Molecular analysis of self-incompatibility and self-fertility in Capsella species hybrids. (A and B) DNA gel blots of C. rubella (Cr), C. grandiflora (Cg), and two populations of C. rubella–grandiflora F₂ plants probed with the CgSRK7 exon 1 probe (A) and CgSCR7 (B). Only F₂ plants indicated with asterisks were self-incompatible and genotypically S7S7 on the basis of pollination assays. All other F₂ plants were self-compatible and could be grouped into two classes on the basis of pollination analysis: self-fertile F₂ plants that hybridized with the probes were S7S0 while those that did not hybridize were S0S0, as with C. rubella.
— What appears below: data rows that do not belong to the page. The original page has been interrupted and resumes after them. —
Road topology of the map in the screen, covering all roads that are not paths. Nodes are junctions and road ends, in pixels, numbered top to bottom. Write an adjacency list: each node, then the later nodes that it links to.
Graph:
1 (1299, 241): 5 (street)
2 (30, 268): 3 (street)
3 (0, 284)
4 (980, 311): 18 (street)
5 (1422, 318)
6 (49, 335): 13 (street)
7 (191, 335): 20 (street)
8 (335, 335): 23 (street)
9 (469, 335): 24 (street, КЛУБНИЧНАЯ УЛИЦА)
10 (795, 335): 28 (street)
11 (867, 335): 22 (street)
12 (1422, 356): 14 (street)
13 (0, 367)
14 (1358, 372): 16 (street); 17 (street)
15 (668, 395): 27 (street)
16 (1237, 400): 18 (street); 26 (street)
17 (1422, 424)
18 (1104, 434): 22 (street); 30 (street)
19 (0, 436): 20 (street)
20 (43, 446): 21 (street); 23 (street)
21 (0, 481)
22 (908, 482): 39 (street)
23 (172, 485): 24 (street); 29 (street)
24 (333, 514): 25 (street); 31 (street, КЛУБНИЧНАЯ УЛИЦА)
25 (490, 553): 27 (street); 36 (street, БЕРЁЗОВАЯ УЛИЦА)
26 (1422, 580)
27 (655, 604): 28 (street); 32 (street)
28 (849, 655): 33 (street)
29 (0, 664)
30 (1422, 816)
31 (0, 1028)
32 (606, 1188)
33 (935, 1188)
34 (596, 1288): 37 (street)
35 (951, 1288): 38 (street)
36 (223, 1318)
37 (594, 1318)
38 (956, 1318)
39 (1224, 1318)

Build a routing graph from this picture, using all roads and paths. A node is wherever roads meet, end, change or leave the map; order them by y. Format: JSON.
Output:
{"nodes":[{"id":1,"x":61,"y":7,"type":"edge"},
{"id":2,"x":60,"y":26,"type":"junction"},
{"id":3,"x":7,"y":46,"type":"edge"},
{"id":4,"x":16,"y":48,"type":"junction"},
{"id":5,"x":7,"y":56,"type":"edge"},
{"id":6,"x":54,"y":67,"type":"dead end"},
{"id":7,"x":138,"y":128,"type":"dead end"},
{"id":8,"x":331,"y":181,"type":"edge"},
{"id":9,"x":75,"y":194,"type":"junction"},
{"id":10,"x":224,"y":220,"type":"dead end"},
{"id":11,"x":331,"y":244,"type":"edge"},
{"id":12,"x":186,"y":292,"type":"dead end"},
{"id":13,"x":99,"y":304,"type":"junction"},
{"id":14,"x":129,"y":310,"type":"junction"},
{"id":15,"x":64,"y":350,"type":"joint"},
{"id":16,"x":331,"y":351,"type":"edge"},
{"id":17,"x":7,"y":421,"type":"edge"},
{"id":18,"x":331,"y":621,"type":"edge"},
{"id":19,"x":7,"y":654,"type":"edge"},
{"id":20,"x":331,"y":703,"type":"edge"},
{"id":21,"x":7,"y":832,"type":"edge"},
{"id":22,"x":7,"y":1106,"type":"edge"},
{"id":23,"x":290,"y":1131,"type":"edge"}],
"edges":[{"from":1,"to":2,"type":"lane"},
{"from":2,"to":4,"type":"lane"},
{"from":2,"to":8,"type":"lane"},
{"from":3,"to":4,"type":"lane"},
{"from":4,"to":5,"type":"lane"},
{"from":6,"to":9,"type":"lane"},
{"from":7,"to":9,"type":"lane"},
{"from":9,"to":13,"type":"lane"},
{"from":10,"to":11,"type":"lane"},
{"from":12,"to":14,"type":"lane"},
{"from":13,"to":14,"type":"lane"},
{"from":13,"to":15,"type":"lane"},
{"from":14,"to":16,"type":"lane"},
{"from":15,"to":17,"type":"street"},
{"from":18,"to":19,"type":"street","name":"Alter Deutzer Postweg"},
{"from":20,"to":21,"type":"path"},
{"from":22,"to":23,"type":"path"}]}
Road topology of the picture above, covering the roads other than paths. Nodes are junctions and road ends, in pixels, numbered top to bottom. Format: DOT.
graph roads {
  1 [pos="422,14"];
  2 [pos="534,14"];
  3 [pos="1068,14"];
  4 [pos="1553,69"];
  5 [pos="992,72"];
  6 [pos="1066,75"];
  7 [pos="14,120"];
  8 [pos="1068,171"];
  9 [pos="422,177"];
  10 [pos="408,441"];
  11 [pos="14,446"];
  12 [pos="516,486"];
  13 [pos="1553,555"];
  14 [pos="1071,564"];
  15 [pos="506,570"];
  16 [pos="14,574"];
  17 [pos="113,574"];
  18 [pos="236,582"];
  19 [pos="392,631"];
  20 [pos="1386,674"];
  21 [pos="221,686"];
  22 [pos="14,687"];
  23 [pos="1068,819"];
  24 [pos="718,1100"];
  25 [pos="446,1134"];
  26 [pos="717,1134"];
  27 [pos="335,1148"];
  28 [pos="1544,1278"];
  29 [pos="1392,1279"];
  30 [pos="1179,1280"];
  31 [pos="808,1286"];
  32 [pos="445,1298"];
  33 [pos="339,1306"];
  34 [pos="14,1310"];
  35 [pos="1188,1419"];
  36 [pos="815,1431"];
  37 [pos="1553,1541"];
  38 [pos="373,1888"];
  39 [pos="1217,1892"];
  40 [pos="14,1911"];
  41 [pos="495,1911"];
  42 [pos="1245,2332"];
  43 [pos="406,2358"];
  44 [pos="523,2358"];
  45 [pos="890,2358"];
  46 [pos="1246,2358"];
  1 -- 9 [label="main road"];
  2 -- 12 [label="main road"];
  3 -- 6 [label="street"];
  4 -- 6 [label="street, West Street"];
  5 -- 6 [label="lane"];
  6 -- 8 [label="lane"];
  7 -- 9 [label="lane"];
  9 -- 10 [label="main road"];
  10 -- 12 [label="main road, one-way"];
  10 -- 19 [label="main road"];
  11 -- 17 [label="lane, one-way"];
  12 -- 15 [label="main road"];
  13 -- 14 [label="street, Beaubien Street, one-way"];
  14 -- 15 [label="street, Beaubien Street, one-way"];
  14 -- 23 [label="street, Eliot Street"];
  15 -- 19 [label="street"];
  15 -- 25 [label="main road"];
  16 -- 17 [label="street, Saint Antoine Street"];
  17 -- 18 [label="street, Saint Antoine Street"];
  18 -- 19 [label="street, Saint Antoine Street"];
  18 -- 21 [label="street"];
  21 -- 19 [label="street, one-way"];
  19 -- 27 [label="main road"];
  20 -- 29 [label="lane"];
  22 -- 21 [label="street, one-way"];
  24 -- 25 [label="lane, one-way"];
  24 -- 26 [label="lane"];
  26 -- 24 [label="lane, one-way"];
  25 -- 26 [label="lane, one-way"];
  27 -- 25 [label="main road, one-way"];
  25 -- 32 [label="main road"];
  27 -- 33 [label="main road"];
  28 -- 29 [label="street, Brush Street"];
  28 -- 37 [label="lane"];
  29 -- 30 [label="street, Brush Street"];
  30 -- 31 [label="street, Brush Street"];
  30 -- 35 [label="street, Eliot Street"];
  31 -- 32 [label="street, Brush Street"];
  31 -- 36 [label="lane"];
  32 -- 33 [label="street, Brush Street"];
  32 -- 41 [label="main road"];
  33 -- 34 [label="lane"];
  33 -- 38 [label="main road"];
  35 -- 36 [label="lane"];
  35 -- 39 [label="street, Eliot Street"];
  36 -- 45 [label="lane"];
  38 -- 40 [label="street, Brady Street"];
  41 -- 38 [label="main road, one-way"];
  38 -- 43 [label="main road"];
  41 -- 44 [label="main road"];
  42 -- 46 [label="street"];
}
The small differences in electrophoretic mobility of the hybridizing fragments observed between some of the lanes are due to irregular migration of DNA fragments, which is often associated with the use of relatively impure DNA obtained by mini-preparation methods. (C) Stigma-specific expression of the 3.0- and 1.6-kb CgSRK7 transcripts detected by gel-blot analysis of poly(A)+ RNA from leaf tissue (lf), floral buds with pistils removed (fb), and stigmas (st) of C. grandiflora S7S7. The cross-hybridizing band (circle) common to the three samples represents transcripts from an SRK-related gene. (D) Gel-blot analysis of CgSCR7 in total RNA from C. grandiflora (S7S7) and C. rubella (S0S0) whole floral buds (left, lanes 1 and 2) and anthers (left, lanes 3 and 4) and in the anthers of a representative sample of C. rubella–grandiflora F₂ plants (right). Note the lack of hybridization signal in S0S0 plants and the drastic reduction in the steady-state levels of CgSCR7 in the anthers of S7S0 F₂ plants (right, lanes 3–8). Hybridization with actin was used as a loading control.